Records from a collection
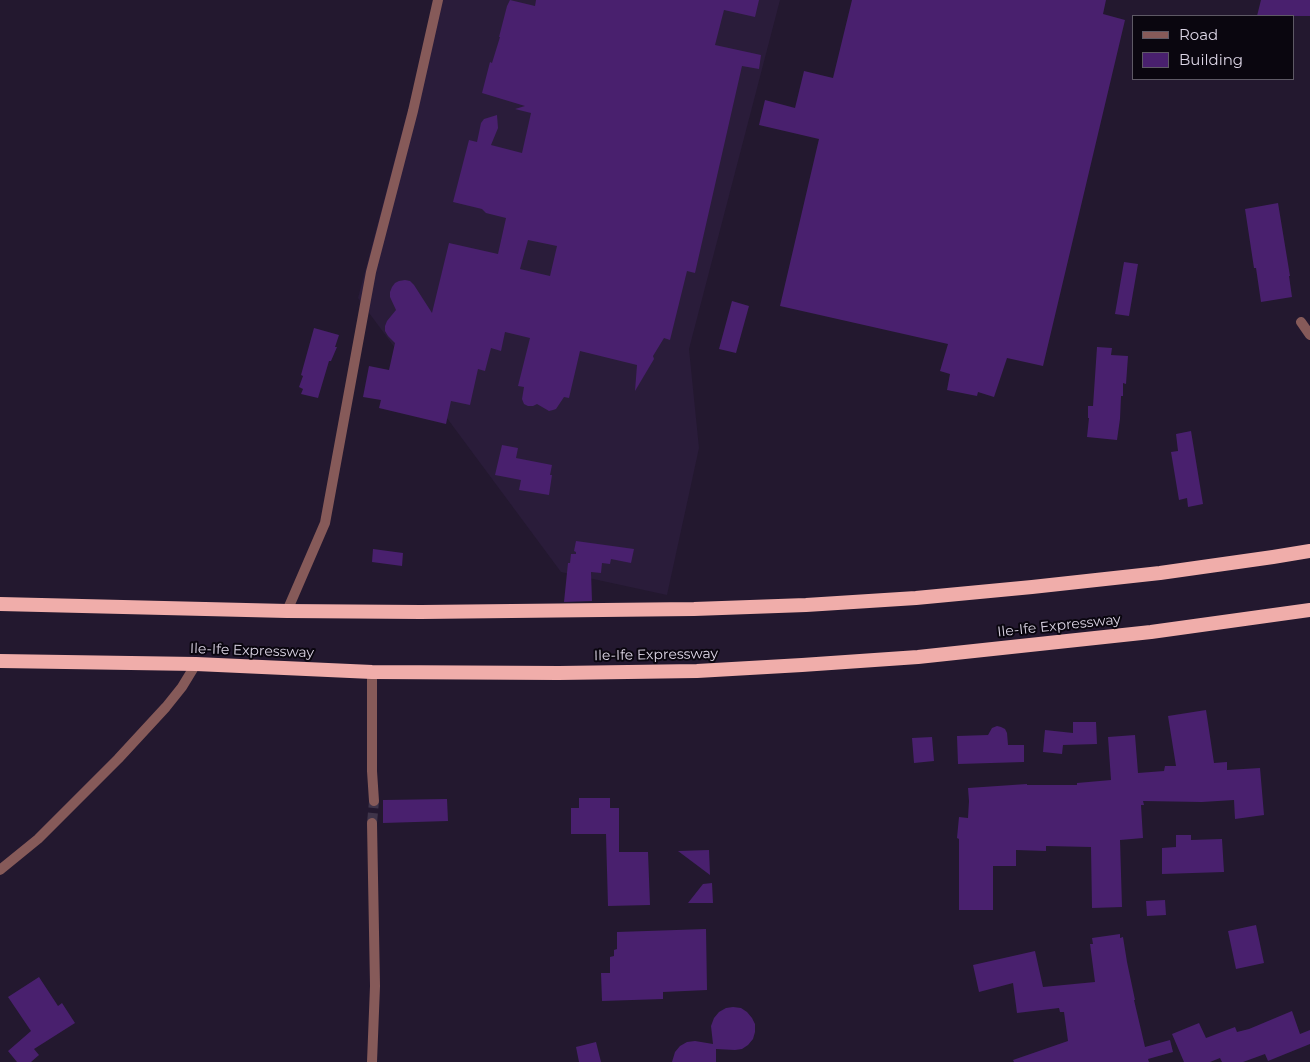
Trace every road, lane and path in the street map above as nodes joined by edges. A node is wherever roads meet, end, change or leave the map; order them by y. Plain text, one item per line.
1 (438, 0) edge
2 (1301, 322) dead end
3 (1310, 335) edge
4 (1310, 551) edge
5 (0, 604) edge
6 (1310, 610) edge
7 (287, 611) junction
8 (0, 661) edge
9 (196, 664) junction
10 (372, 672) junction
11 (374, 801) tunnel mouth
12 (372, 824) tunnel mouth
13 (0, 870) edge
14 (372, 1062) edge

1 - 7 street
2 - 3 street
4 - 7 highway
5 - 7 highway
6 - 10 highway, Ile-Ife Expressway
8 - 9 highway, Ile-Ife Expressway
9 - 10 highway, Ile-Ife Expressway
9 - 13 street
10 - 11 street
12 - 14 street

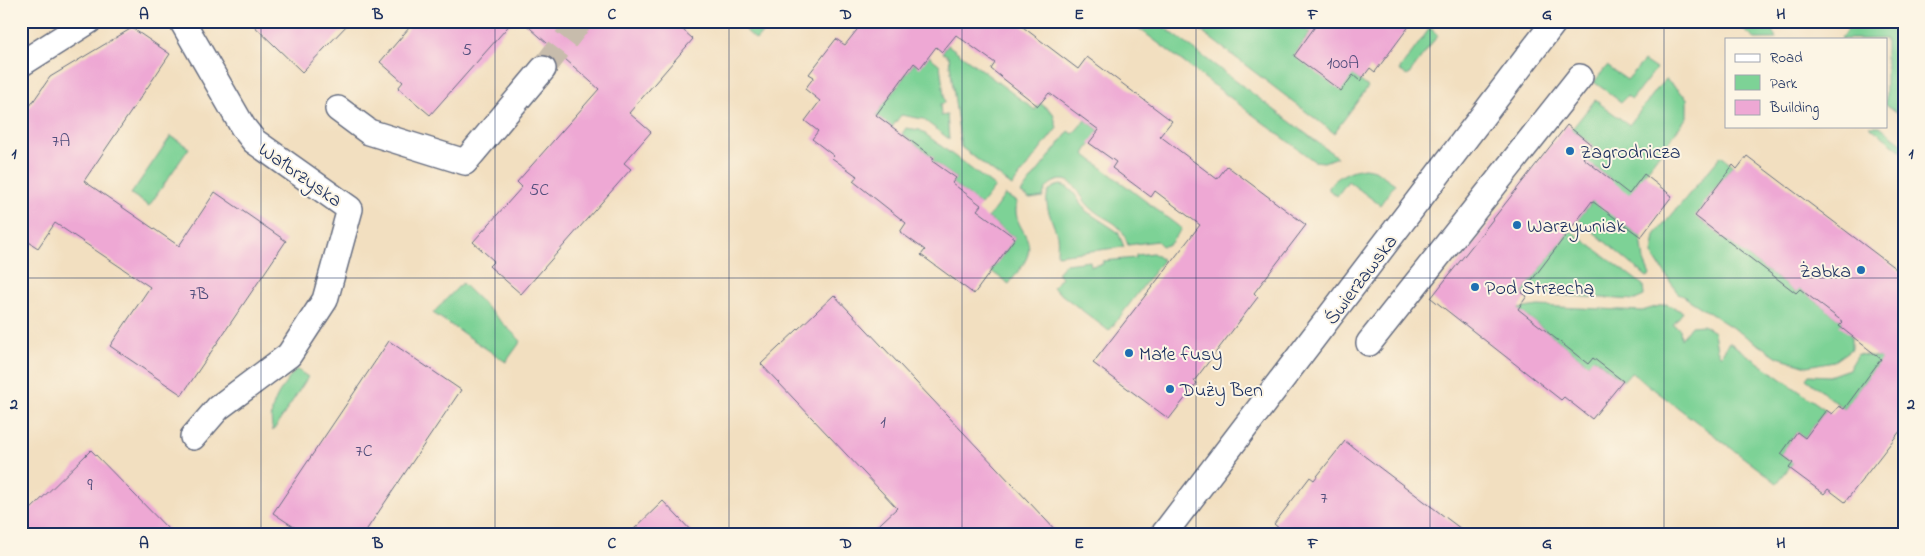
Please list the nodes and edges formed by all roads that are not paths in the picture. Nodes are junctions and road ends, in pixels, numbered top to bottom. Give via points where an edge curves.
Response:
1 (89, 21) edge
2 (182, 21) edge
3 (1555, 21) edge
4 (21, 64) edge
5 (543, 68) tunnel mouth
6 (1580, 77) dead end
7 (338, 109) dead end
8 (1369, 343) dead end
9 (193, 437) dead end
10 (1163, 535) edge

1 - 4 street
2 - 9 street, Wałbrzyska via 254,141 350,208 325,300 289,355 218,408
3 - 10 street, Świerzawska
5 - 7 street via 465,162 369,132
6 - 8 street

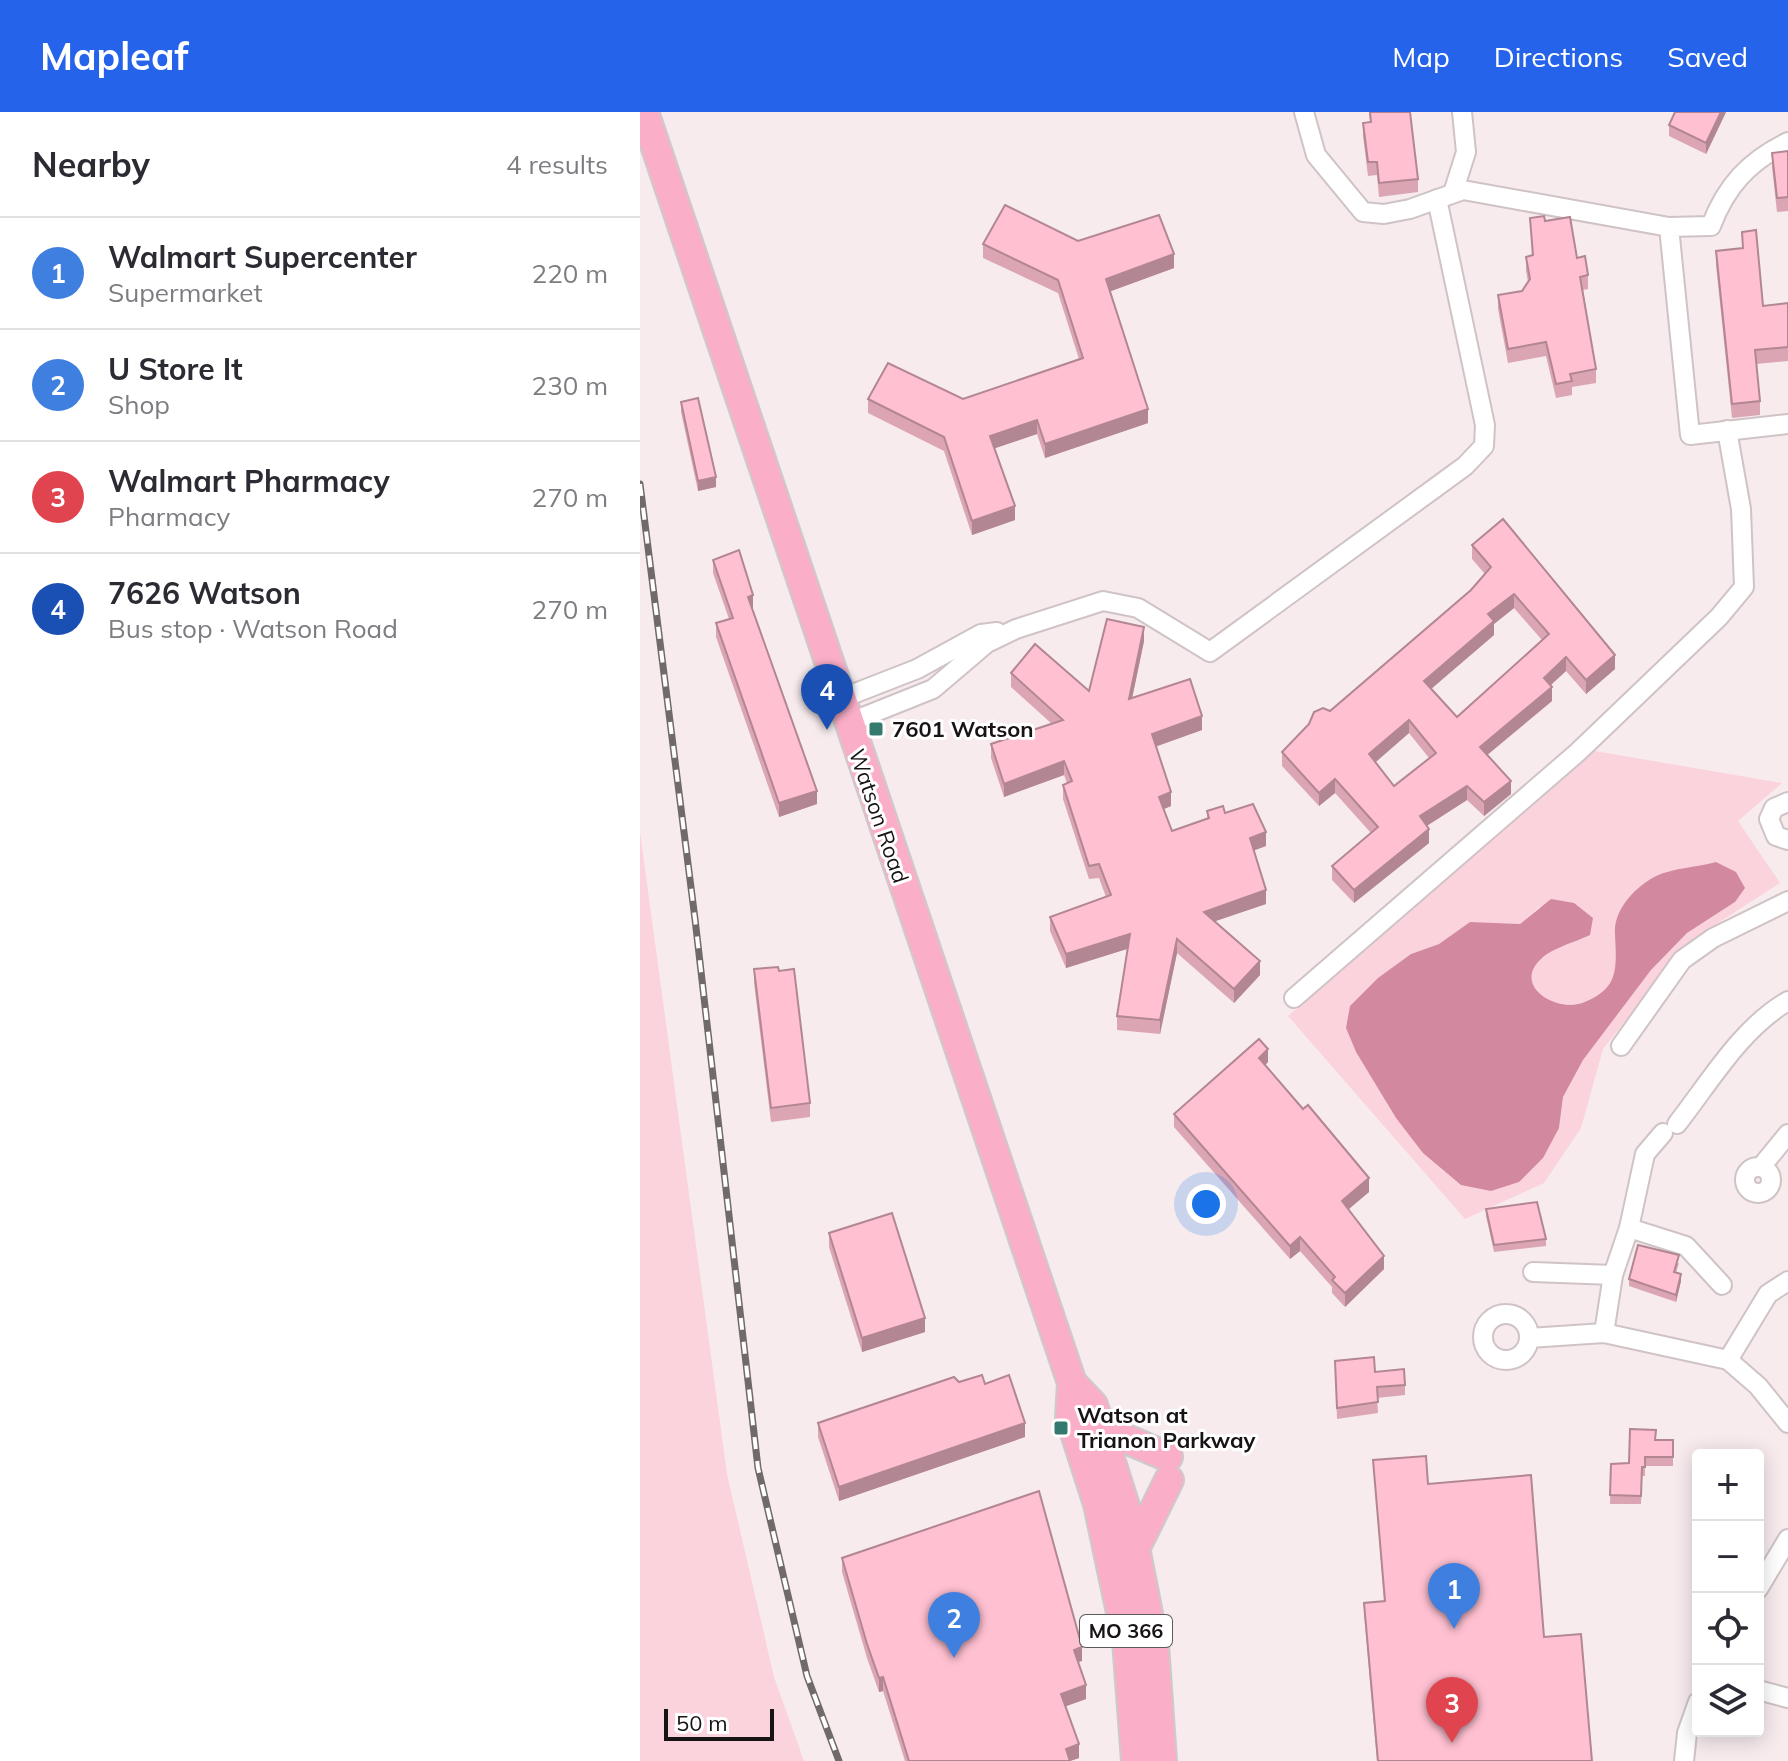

◆ **Work order**: Copy the entries above verbatim. Pictures do not belong in the copy.

◆ **Your solution**:
Trace every road, lane and path in the street map above as nodes joined by edges. A node is wherever roads meet, end, change or leave the map; order them by y. Plain text, one item per line.
1 (438, 0) edge
2 (1301, 322) dead end
3 (1310, 335) edge
4 (1310, 551) edge
5 (0, 604) edge
6 (1310, 610) edge
7 (287, 611) junction
8 (0, 661) edge
9 (196, 664) junction
10 (372, 672) junction
11 (374, 801) tunnel mouth
12 (372, 824) tunnel mouth
13 (0, 870) edge
14 (372, 1062) edge

1 - 7 street
2 - 3 street
4 - 7 highway
5 - 7 highway
6 - 10 highway, Ile-Ife Expressway
8 - 9 highway, Ile-Ife Expressway
9 - 10 highway, Ile-Ife Expressway
9 - 13 street
10 - 11 street
12 - 14 street

Please list the nodes and edges formed by all roads that are not paths in the picture. Nodes are junctions and road ends, in pixels, numbered top to bottom. Give via points where an edge curves.
Response:
1 (89, 21) edge
2 (182, 21) edge
3 (1555, 21) edge
4 (21, 64) edge
5 (543, 68) tunnel mouth
6 (1580, 77) dead end
7 (338, 109) dead end
8 (1369, 343) dead end
9 (193, 437) dead end
10 (1163, 535) edge

1 - 4 street
2 - 9 street, Wałbrzyska via 254,141 350,208 325,300 289,355 218,408
3 - 10 street, Świerzawska
5 - 7 street via 465,162 369,132
6 - 8 street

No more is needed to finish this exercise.